Two Northern Ireland lorry drivers, Stephen McLaughlin and Martin McGlinchey, were convicted of conspiracy to facilitate illegal entry into the UK following a retrial in London yesterday.
At Basildon Crown Court McLaughlin, aged 36, of Rose Park, Limavady, was jailed for eight years, while 49-year-old McGlinchey, of Derryloughlan Road, Dungannon, received a sentence of nine years.
The Afghan Sikhs, including 15 children, were discovered on August 16, 2014, after port workers at Tilbury Docks in Essex heard banging noises and cries for help.
When officials opened the container, the asylum seekers were found in cramped conditions, crammed on top of plastic barrels full of liquid, with condensation pouring from the ceiling.
Among them was Meet Singh Kapoor, a 40-year-old who died during the overnight P&O ferry crossing from Zeebrugge, Belgium.
The court heard that a post-mortem examination found Mr Kapoor had died of natural causes.
Police said his family, who were travelling with him, watched him die and were powerless to seek medical help in the dark container that had just two air holes.
There were no toilets and the children were sick in carrier bags. At one point, the air holes were closed as other containers were loaded next to theirs, police revealed.
The jury was told the asylum seekers were the human cargo of a sophisticated international organisation of people smugglers.
The court heard the asylum seekers had paid thousands of pounds to travel to the UK to escape persecution from radical Muslims in Afghanistan.

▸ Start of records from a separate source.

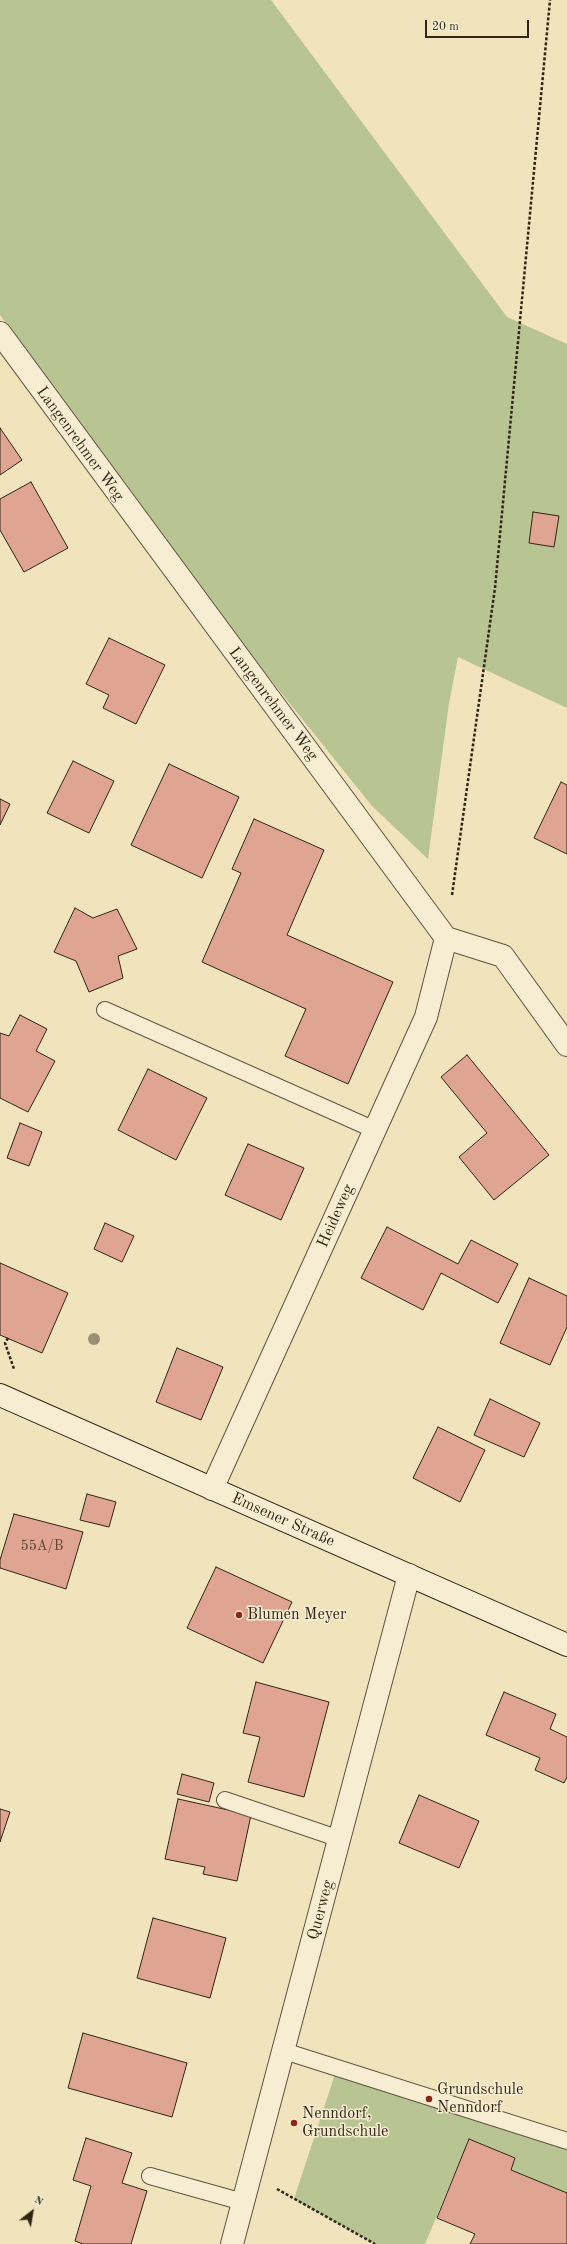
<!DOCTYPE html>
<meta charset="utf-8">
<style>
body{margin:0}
#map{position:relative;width:567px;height:2244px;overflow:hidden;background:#f1e3bb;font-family:"Old Standard TT",serif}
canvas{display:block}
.north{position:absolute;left:12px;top:2192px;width:40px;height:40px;-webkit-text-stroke:3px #f6edd3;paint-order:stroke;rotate:31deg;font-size:11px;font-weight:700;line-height:16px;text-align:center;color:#312514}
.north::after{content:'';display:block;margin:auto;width:14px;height:18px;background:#312514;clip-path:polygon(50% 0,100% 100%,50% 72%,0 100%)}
.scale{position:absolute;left:425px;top:20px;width:104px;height:18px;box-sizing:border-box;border:2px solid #312514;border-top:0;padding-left:5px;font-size:12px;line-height:14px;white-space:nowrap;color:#312514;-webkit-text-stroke:3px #f6edd3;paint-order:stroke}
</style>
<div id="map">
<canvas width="567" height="2244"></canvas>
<div class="north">N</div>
<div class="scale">20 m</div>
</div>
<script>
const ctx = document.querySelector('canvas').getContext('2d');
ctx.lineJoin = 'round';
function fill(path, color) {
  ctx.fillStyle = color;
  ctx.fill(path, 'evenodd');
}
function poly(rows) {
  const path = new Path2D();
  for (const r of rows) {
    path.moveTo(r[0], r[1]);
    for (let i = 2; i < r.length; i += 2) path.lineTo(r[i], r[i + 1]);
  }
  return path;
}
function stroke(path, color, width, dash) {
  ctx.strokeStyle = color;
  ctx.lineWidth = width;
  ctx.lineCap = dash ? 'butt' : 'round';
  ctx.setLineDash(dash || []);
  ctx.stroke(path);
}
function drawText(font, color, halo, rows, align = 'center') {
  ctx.font = font + ' "Old Standard TT",serif';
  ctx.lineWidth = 3;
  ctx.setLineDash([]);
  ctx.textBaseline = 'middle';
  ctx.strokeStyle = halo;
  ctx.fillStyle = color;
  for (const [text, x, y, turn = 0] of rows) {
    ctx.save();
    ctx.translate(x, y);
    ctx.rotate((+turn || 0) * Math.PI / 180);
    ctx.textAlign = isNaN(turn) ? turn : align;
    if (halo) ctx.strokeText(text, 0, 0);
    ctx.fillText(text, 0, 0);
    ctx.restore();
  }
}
const green = poly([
 [0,0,271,0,507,317,567,344,567,708,458,657,449,703,428,859,372,806,250,654,0,315],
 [337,2068,567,2141,567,2193,511,2170,515,2158,469,2139,425,2244,375,2244,294,2199]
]);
const building = poly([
 [0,428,22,460,0,475,0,428],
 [31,482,68,548,24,572,0,530,0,499,31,482],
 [533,512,559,516,554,547,529,543,533,512],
 [109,638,165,665,136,724,103,708,109,695,86,684,109,638],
 [73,761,114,781,89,833,47,813,73,761],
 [169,764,239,797,202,878,131,845,169,764],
 [561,782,567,785,567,854,534,838,561,782],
 [0,799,10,804,0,825,0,799],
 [254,819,324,850,287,935,393,982,348,1084,285,1056,306,1009,202,962,241,873,232,869,254,819],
 [75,908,93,918,117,909,137,949,118,956,123,978,89,992,76,961,54,952,75,908],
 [20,1015,47,1029,36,1051,55,1061,28,1112,0,1098,0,1033,9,1036,20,1015],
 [467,1055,549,1155,494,1200,459,1157,487,1133,441,1077,467,1055],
 [148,1069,207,1098,176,1160,118,1130,148,1069],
 [20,1123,42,1132,29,1166,7,1158,20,1123],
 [248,1144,304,1168,281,1220,225,1195,248,1144],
 [105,1223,134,1236,122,1262,94,1249,105,1223],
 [387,1227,458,1264,471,1240,518,1264,498,1303,441,1273,423,1310,361,1278,387,1227],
 [0,1263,68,1293,42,1353,0,1335,0,1263],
 [529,1278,567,1296,567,1327,550,1365,500,1343,529,1278],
 [177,1348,223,1367,201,1420,156,1402,177,1348],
 [490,1399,540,1423,524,1457,474,1435,490,1399],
 [438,1427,485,1450,460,1502,413,1478,438,1427],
 [87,1494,116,1502,109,1527,80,1520,87,1494],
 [14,1514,83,1532,66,1589,0,1568,0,1560,14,1514],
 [216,1567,292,1602,263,1663,187,1628,216,1567],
 [256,1682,329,1702,304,1797,248,1782,260,1737,243,1733,256,1682],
 [504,1692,556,1714,550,1729,567,1737,567,1777,564,1783,535,1770,540,1758,486,1735,504,1692],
 [182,1774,214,1783,209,1802,177,1794,182,1774],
 [419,1795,479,1821,459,1868,399,1843,419,1795],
 [178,1799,251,1815,237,1881,203,1874,205,1867,165,1859,178,1799],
 [0,1809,10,1812,0,1842,0,1809],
 [153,1918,226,1938,210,1998,137,1978,153,1918],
 [83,2033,187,2063,172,2117,68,2088,83,2033],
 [86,2138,132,2153,122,2183,147,2191,131,2244,83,2244,75,2241,91,2186,73,2180,86,2138],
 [469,2139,515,2158,511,2170,567,2193,567,2244,470,2244,475,2234,437,2218,469,2139]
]);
const path = poly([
 [452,895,495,588,550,0],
 [8,1338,5,1343,14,1369],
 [277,2189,375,2244]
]);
const lane = poly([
 [105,1010,375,1130],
 [225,1800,340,1839],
 [284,2051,567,2141],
 [150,2176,243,2202]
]);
const street = poly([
 [0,333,446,938,503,956,567,1045],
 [212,1489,426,1017,446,938],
 [232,2244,409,1575]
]);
const secondary = poly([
 [0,1395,567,1645]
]);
const trees = [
 [94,1339]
];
const markers = [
 [239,1615,4,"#8f2418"],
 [429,2099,4,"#8f2418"],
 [294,2123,4,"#8f2418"]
];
const numberNames = [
 ["55A/B",42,1546]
];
const streetNames = [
 ["Langenrehmer Weg",80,444,54],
 ["Langenrehmer Weg",273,704,53],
 ["Heideweg",336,1216,-66],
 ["Emsener Straße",283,1520,24],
 ["Querweg",321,1910,-75]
];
const poiNames = [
 ["Blumen Meyer",247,1615],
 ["Grundschule",437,2090],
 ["Nenndorf",437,2108],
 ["Nenndorf,",302,2114],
 ["Grundschule",302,2132]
];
fill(green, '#b8c492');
fill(building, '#e0a592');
stroke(building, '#312514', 1);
stroke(lane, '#61543e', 18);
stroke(street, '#61543e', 24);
stroke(secondary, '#312514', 24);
stroke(path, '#312514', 2.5, [3, 2]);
stroke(lane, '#f6edd3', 16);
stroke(street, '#f6edd3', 22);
stroke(secondary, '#f6edd3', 22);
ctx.fillStyle = '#9a9071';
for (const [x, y] of trees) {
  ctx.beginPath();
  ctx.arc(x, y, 6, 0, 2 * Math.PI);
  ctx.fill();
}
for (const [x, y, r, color] of markers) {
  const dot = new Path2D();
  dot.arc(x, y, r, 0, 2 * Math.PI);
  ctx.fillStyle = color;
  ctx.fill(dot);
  stroke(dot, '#f6edd3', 1.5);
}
drawText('14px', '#5d4534', null, numberNames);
drawText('16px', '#312514', '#f6edd3', streetNames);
drawText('16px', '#312514', '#f6edd3', poiNames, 'left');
</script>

Evidence before the court revealed that the men had paid around £28,000 per family for the crossing, raising the cash by selling their businesses, stock and family jewellery.
McLaughlin and McGlinchey were part of a team responsible for arranging the transport logistics of the people smuggling operation.

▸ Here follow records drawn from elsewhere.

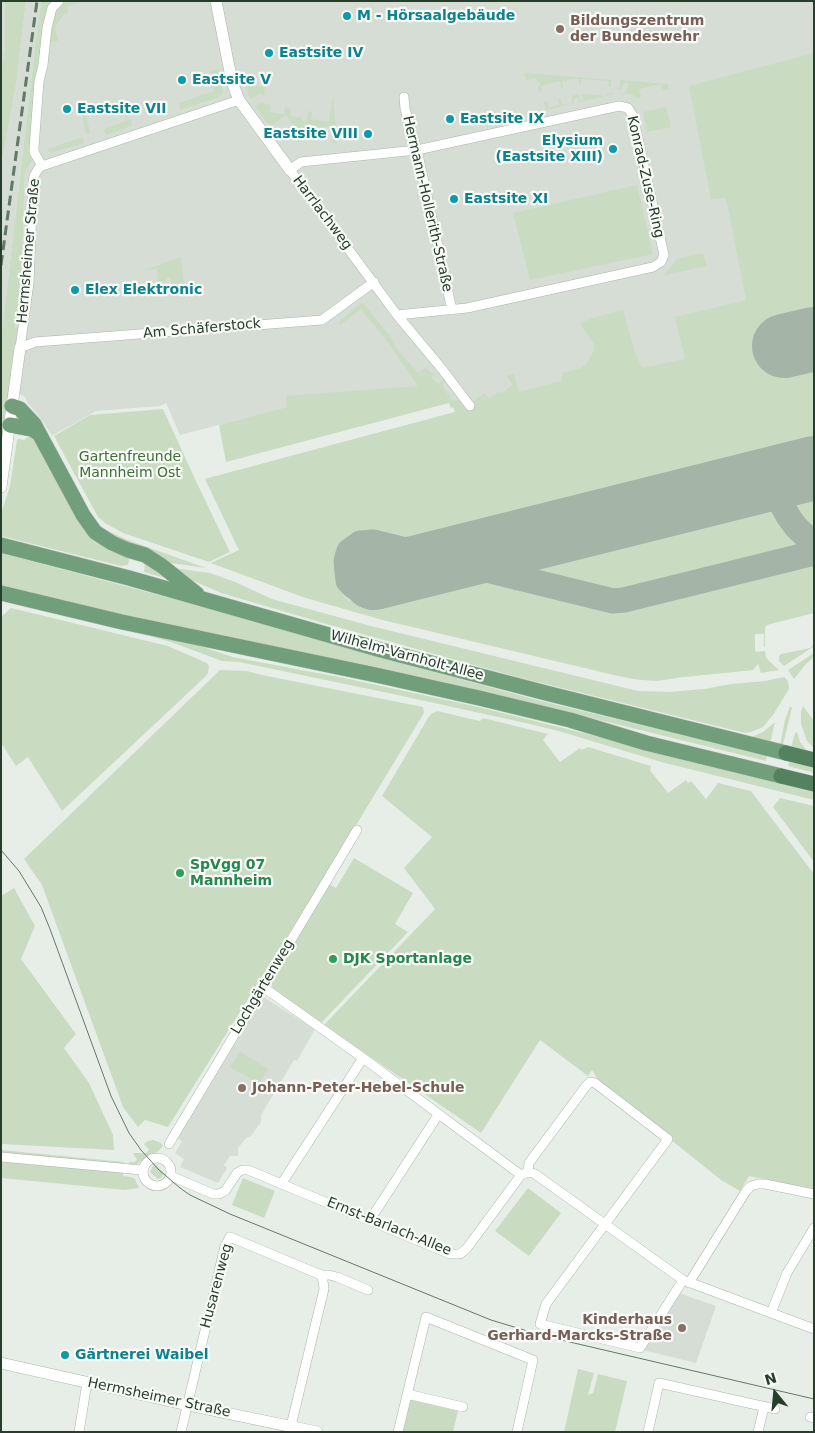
<!DOCTYPE html>
<meta charset="utf-8">
<style>
body{margin:0}
#map{position:relative;width:815px;height:1433px;overflow:hidden;background:#e7eee7;font-family:"DejaVu Sans",sans-serif}
canvas{display:block}
.frame{position:absolute;inset:0;border:2px solid #273e2c;pointer-events:none}
.north{position:absolute;left:750px;top:1368px;width:50px;height:50px;-webkit-text-stroke:4px #f7faf7;paint-order:stroke;rotate:343deg;font-size:14px;font-weight:700;line-height:20px;text-align:center;color:#273e2c}
.north::after{content:'';display:block;margin:auto;width:18px;height:22px;background:#273e2c;clip-path:polygon(50% 0,100% 100%,50% 72%,0 100%)}
</style>
<div id="map">
<canvas width="815" height="1433"></canvas>
<div class="frame"></div>
<div class="north">N</div>
</div>
<script>
const c = document.querySelector('canvas').getContext('2d');
c.lineJoin = 'round';
function fillPath(path, color) { c.fillStyle = color; c.fill(path, 'evenodd'); }
const poly = rows => new Path2D(rows.map(r => 'M' + r).join(''));
function stroke(path, color, width, dash) { c.strokeStyle = color; c.lineWidth = width; c.lineCap = dash ? 'butt' : 'round'; c.setLineDash(dash || []); c.stroke(path); }
function label(font, color, halo, rows, align = 'center') {
  c.font = font + ' "DejaVu Sans",sans-serif'; c.lineWidth = 4.5; c.setLineDash([]); c.textBaseline = 'middle'; c.strokeStyle = halo; c.fillStyle = color; for (const [text, x, y, turn = 0] of rows) {
    c.save(); c.translate(x, y); c.rotate((+turn || 0) * Math.PI / 180); c.textAlign = isNaN(turn) ? turn : align; if (halo) c.strokeText(text, 0, 0); c.fillText(text, 0, 0); c.restore();
  }
}
fillPath(poly([
 [1,1,5,1,5,48,1,73],
 [26,1,41,1,36,39,1,340,1,166,16,85],
 [51,1,814,1,814,605,744,623,753,670,683,677,656,681,643,680,617,676,383,620,306,598,211,563,239,550,205,479,455,412,453,407,451,408,449,403,286,396,288,407,180,435,166,403,160,406,96,411,52,436,41,419,27,402,24,396,9,390,18,328,15,328,21,283,25,172,32,161,30,148,36,88,48,35],
 [263,997,315,1029,297,1061,294,1060,261,1115,261,1122,251,1136,246,1138,238,1148,238,1156,230,1156,224,1165,227,1168,218,1183,180,1167,184,1159,175,1153,182,1141,177,1138],
 [679,1293,716,1306,696,1363,643,1350]
]), '#d5ddd5');
fillPath(poly([
 [5,1,26,1,16,85,1,166,1,73,5,48],
 [41,1,84,1,67,6,68,13,63,15,57,24,55,29,58,41,49,42,50,59,40,68,30,148,32,161,25,172,21,283,15,327,18,328,1,456,1,340,36,39],
 [814,53,814,450,431,545,359,533,351,536,343,544,338,554,337,560,344,598,351,602,453,577,463,575,483,578,615,609,620,609,814,560,814,613,767,625,765,627,765,647,764,647,764,634,755,634,755,650,756,652,765,651,766,657,769,661,779,670,761,673,758,664,753,670,683,677,656,681,633,679,383,620,306,598,211,563,239,550,205,479,455,412,453,407,451,408,449,403,226,462,219,425,287,407,286,396,418,386,389,344,361,309,340,325,339,322,361,303,364,304,390,336,396,348,418,373,426,368,432,373,436,371,431,377,438,384,444,378,447,379,442,385,452,401,462,399,467,407,475,404,474,401,485,393,489,399,500,391,502,393,513,385,507,376,514,374,519,392,562,381,562,373,581,368,587,363,594,351,594,344,580,324,592,318,623,310,635,352,642,368,685,359,675,317,746,300,726,198,711,199,689,86],
 [219,69,223,93,219,97,180,110,179,103,214,91,210,71],
 [524,73,611,80,611,87,608,86,609,81,581,79,581,84,579,84,578,79,573,79,562,81,563,88,561,88,560,81,541,86,542,92,540,92,538,87,540,86,539,82,537,82,536,78,526,80],
 [620,80,668,84,668,90,662,89,661,84,639,89,641,97,637,98,633,95,624,93,629,85,625,82,620,90,614,87,620,88],
 [245,84,265,87,264,95,259,94,250,99],
 [610,93,615,94,579,102,578,97,574,99,574,103,546,110,544,101,547,101,549,108,559,105,558,98,560,98,562,105,572,103,572,96,578,94,580,101,584,100,582,94,606,96,606,94,609,95],
 [333,97,337,143,333,143,331,126,298,130,286,115,270,127,255,106,261,103,271,105,270,112,284,114,285,107,291,109,290,116,302,118,302,121,306,122,308,111,312,112,311,119,329,122],
 [666,107,671,127,647,132,643,112],
 [85,109,90,133,86,134,81,110],
 [131,119,132,126,106,135,104,129],
 [83,137,84,143,51,153,47,151,48,149],
 [637,185,653,254,530,280,513,213],
 [703,253,707,266,664,275,676,261,676,259],
 [181,257,184,286,171,287,171,278,167,278,165,282,166,287,158,290,157,269,145,270],
 [163,409,195,479,230,552,209,562,123,533,105,523,98,517,54,436,90,415],
 [31,435,37,443,79,519,128,557,129,560,128,565,121,566,1,536,2,511,10,486,17,440,18,439,24,440],
 [814,487,814,534,803,523,796,510,799,496,803,491],
 [760,500,798,539,800,544,798,548,618,594,614,594,538,575,534,573,530,568,532,559,539,556],
 [100,527,125,539,206,568,164,562,121,540],
 [1,553,196,605,397,662,541,701,767,755,766,761,498,695,376,667,210,634,39,596,1,586],
 [145,562,168,579,144,572],
 [173,568,210,573,235,582,272,599,371,626,638,691,669,692,704,689,731,684,765,681,784,677,788,681,789,689,773,715,763,727,751,732,745,733,517,677,323,623,221,593,185,577],
 [11,608,168,646,207,663,209,666,208,673,205,677,62,811,28,757,16,766,1,743,1,617],
 [146,634,197,645,233,657,344,678,474,706,814,790,814,800,661,762,562,732,530,724,393,694,239,662,222,661,171,642,146,635],
 [814,644,813,647,784,666,779,661,779,656,781,654,810,648],
 [814,653,814,657,806,664,794,679,788,670],
 [220,670,247,671,262,675,423,707,424,713,335,860,168,1127,145,1120,138,1127,123,1107,42,885,24,859],
 [790,706,792,708,783,745,780,745,785,720],
 [803,706,814,721,814,748,807,741,801,724,801,711],
 [437,711,480,721,483,718,548,734,543,740,560,762,580,748,582,750,588,747,651,766,650,770,668,793,686,780,688,783,691,781,706,799,718,783,751,791,766,811,814,874,814,1190,749,1176,740,1191,721,1180,600,1083,592,1070,588,1076,540,1040,481,1133,324,1025,435,909,404,868,432,837,382,796,428,718,431,714],
 [775,722,770,744,752,737,763,732],
 [797,732,800,742,807,751,791,747,795,733],
 [789,762,814,767,814,773,788,766],
 [780,798,814,806,814,862,773,807],
 [354,858,413,893,395,924,408,932,321,1023,273,989,271,980,329,884,336,888],
 [14,888,35,926,21,959,76,1034,64,1048,89,1083,113,1135,114,1150,1,1144,1,896],
 [240,1052,268,1069,259,1084,230,1067],
 [153,1140,161,1143,163,1146,155,1154,148,1156,137,1164,129,1165,129,1162,134,1162,137,1160,133,1153,146,1153,149,1150,144,1144,148,1141],
 [1,1150,124,1162,124,1165,1,1153],
 [1,1161,123,1172,123,1176,131,1177,135,1179,139,1188,125,1190,1,1178],
 [156,1165,164,1173,161,1178,158,1179,150,1172,153,1166],
 [243,1178,275,1191,264,1218,232,1205],
 [528,1188,561,1213,529,1256,495,1231],
 [578,1369,594,1373,588,1395,593,1393,598,1374,627,1381,615,1432,564,1432],
 [408,1399,458,1411,453,1432,400,1432]
]), '#c9dcc2');
stroke(poly([
 [814,469,790,479,785,486,781,496,782,505,788,516,796,527,814,544],
 [374,578,365,586,361,587,354,587,348,581,346,562,347,557,349,551,360,543,373,542,613,601,624,600,814,553],
 [518,578,509,570,507,562,507,557,509,552,515,545,528,539]
]), '#a4b4a7', 25);
stroke(poly([
 [784,346,814,339],
 [374,578,814,468]
]), '#a4b4a7', 64);
const minor = poly([
 [404,97,405,109,417,150,452,310],
 [42,166,34,152,34,148,39,81,43,65,47,28,52,8,59,1],
 [397,315,467,308,653,267,661,262,664,255,633,116,628,108,619,106,417,150,301,162,290,170,397,315,442,369,470,406],
 [20,348,29,283,33,183,34,176,38,169,42,166,239,100],
 [20,348,35,342,322,320,374,282],
 [263,987,363,1058,521,1175],
 [169,1144,357,830],
 [1,1157,142,1170],
 '143 1172a14 14 0 1 1 28 0a14 14 0 1 1-28 0Z',
 [528,1172,529,1163,586,1086,590,1082,595,1083,668,1139,546,1304,540,1324,640,1348,683,1280],
 [171,1176,213,1194,219,1194,225,1191,237,1173,242,1170,248,1170,450,1254,460,1254,467,1248,521,1175,528,1172,535,1174,683,1280,814,1329],
 [282,1183,363,1058],
 [370,1220,438,1115],
 [689,1283,746,1191,751,1186,758,1184,765,1184,814,1194],
 [771,1313,787,1273,814,1228],
 [407,1394,463,1407],
 [810,1417,814,1418],
 [291,1426,324,1289,323,1281,321,1275],
 [79,1432,86,1389,89,1383],
 [181,1432,225,1246,230,1237,321,1275,329,1275,337,1277,368,1290],
 [398,1432,426,1317,533,1360],
 [517,1432,533,1360],
 [648,1432,659,1383,775,1409],
 [758,1432,764,1407]
]);
const tertiary = poly([
 [216,1,232,82,239,100,290,170],
 [1,487,20,348],
 [1,1363,188,1405,317,1432]
]);
const primary = poly([
 [12,406,20,409,34,424,83,515,95,532,112,543,128,550,145,555,162,566,197,594],
 [10,425,32,429,38,433],
 [1,545,129,578,381,650,546,693,786,753],
 [1,593,122,622,376,675,479,698,570,720,646,743,781,776]
]);
const trunk = poly([
 [786,753,814,760],
 [781,776,814,784]
]);
stroke(minor, '#aab6ab', 10);
stroke(tertiary, '#aab6ab', 12);
stroke(primary, '#c3c9c4', 16);
stroke(trunk, '#c3c9c4', 16);
stroke(minor, '#fff', 9);
stroke(tertiary, '#fff', 11);
stroke(primary, '#719e7b', 15);
stroke(trunk, '#548260', 15);
stroke(poly([
 [1,850,19,871,41,907,50,929,111,1096,129,1133,141,1150,159,1170,180,1188,190,1195,230,1214,491,1320,544,1336,814,1399]
]), '#627967', 1);
stroke(poly([
 [1,265,37,1]
]), '#627967', 3, [10, 5]);
for (const [x, y, r, color] of [
 [347,16,5,"#0f9aa8"],
 [560,29,5,"#8d6e63"],
 [269,53,5,"#0f9aa8"],
 [182,80,5,"#0f9aa8"],
 [67,109,5,"#0f9aa8"],
 [450,119,5,"#0f9aa8"],
 [368,134,5,"#0f9aa8"],
 [613,149,5,"#0f9aa8"],
 [454,199,5,"#0f9aa8"],
 [75,290,5,"#0f9aa8"],
 [180,873,5,"#2e9e5b"],
 [333,959,5,"#2e9e5b"],
 [242,1088,5,"#8d6e63"],
 [682,1328,5,"#8d6e63"],
 [65,1355,5,"#0f9aa8"]
]) { const dot = new Path2D(); dot.arc(x, y, r, 0, 2 * Math.PI); c.fillStyle = color; c.fill(dot); stroke(dot, '#f7faf7', 2); }
label('bold 14px', '#0d838f', '#f7faf7', [
 ["M - Hörsaalgebäude",357,16],
 ["Eastsite IV",279,53],
 ["Eastsite V",192,80],
 ["Eastsite VII",77,109],
 ["Eastsite IX",460,119],
 ["Eastsite VIII",358,134,"right"],
 ["Elysium",603,141,"right"],
 ["(Eastsite XIII)",603,157,"right"],
 ["Eastsite XI",464,199],
 ["Elex Elektronic",85,290],
 ["Gärtnerei Waibel",75,1355]
], 'left');
label('bold 14px', '#785e54', '#f7faf7', [
 ["Bildungszentrum",570,21],
 ["der Bundeswehr",570,37],
 ["Johann-Peter-Hebel-Schule",252,1088],
 ["Kinderhaus",672,1320,"right"],
 ["Gerhard-Marcks-Straße",672,1336,"right"]
], 'left');
label('14px', '#273e2c', '#f7faf7', [
 ["Konrad-Zuse-Ring",645,177,77],
 ["Hermann-Hollerith-Straße",427,204,77],
 ["Harrlachweg",322,213,53],
 ["Hermsheimer Straße",29,251,-85],
 ["Am Schäferstock",202,329,-5],
 ["Wilhelm-Varnholt-Allee",407,656,15],
 ["Lochgärtenweg",263,987,-59],
 ["Ernst-Barlach-Allee",389,1227,22],
 ["Husarenweg",217,1286,-75],
 ["Hermsheimer Straße",159,1398,12]
]);
label('14px', '#3e7036', '#f7faf7', [
 ["Gartenfreunde",130,457],
 ["Mannheim Ost",130,473]
]);
label('bold 14px', '#27864d', '#f7faf7', [
 ["SpVgg 07",190,865],
 ["Mannheim",190,881],
 ["DJK Sportanlage",343,959]
], 'left');
</script>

The pair organised for the container to be sent from Dover, Kent, to France so it could be picked up before being loaded with asylum seekers on a Belgian industrial estate.
A third man, Taha Sharif, 39, of High Cross Road, Tottenham, north London, was found guilty of the same offence following a trial last July. He will be sentenced on June 23.
Detective Chief Inspector Martin Pasmore, of Essex Police, said afterwards: “Vulnerable people seeking help were treated in an appalling way at the hands of these greedy criminals, which prevented any prospect of medical help for Mr Kapoor.
“My thoughts remain very much with his wife, children, family and friends, and the other surviving asylum seekers who endured such distressing and shocking conditions.